The flash service sector the Purchasing Managers Index (PMI) fell to 45.7 this month, lowest number since July 2009; survey showed on Thursday, failing to meet expectations of economists who thought it would hold at October's anemic 46.0. It has been stuck under 50 for 10 straight months, 50 is the number that divides growth from contraction.
With more austerity being piped, a reminder of the thorny sovereign debt crisis in this week's failure of lenders to agree more aid for Greece, prospects for next year look dim.
The concern about the outlook is getting worse as the Euro-zone races towards 2013, many economists agree that German companies have become pessimistic about 2013.

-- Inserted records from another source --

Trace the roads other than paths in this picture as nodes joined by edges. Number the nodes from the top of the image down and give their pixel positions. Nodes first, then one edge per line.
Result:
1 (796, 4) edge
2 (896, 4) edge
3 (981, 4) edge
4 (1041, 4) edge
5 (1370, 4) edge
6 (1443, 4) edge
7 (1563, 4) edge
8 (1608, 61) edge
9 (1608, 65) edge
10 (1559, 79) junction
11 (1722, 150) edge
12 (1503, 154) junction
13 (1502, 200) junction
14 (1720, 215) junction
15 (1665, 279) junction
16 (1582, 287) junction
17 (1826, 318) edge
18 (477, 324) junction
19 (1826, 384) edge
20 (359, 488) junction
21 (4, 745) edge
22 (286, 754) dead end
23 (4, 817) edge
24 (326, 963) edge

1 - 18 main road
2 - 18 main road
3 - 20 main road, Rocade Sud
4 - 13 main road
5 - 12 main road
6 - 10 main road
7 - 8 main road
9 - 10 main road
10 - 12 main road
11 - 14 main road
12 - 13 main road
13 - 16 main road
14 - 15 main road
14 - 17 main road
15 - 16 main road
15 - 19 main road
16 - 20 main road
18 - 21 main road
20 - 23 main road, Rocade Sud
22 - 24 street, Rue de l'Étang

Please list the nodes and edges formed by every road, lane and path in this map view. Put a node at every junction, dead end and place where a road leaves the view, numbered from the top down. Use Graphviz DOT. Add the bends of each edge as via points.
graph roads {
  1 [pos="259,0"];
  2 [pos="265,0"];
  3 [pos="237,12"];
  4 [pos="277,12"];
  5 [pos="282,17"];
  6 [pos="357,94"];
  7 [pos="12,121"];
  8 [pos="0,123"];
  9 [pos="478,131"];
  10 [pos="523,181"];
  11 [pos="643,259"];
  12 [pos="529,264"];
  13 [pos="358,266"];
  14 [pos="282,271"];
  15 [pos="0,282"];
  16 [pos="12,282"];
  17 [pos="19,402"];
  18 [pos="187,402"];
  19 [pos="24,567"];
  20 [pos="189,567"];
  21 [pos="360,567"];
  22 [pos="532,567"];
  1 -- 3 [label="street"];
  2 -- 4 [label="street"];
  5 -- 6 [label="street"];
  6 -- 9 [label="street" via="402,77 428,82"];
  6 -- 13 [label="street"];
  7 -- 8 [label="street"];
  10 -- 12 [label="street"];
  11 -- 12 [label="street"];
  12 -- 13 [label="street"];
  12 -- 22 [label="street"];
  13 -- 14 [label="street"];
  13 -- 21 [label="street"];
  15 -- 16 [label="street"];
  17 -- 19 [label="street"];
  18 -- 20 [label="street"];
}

PMI had its biggest decline in November month over month since early 2009, when the U.S. was spiraling into the bail-out new abnormal abyss.
There is no positive conviction among businesses that conditions will improve in 2013. Service sector companies are more pessimistic than at any time since 2009, when the expectations index fell to 48.6 and the zone was experiencing its worst post-war recession.
Economists polled by Reuters remain divided over whether the European Central Bank will cut its main refinancing rate from 0.75% to a new record low 0.5 percent or lower.
POTC predicts the Euro-zone stock indexes will be 20%+ lower this time next year as structural fissures are too deep and jagged to fix. Euros need a new technological growth paradigm to emerge overnight or they must move to abolish and dissolve big Govt agency control in favor of lower taxes and less regulatory barriers for private business.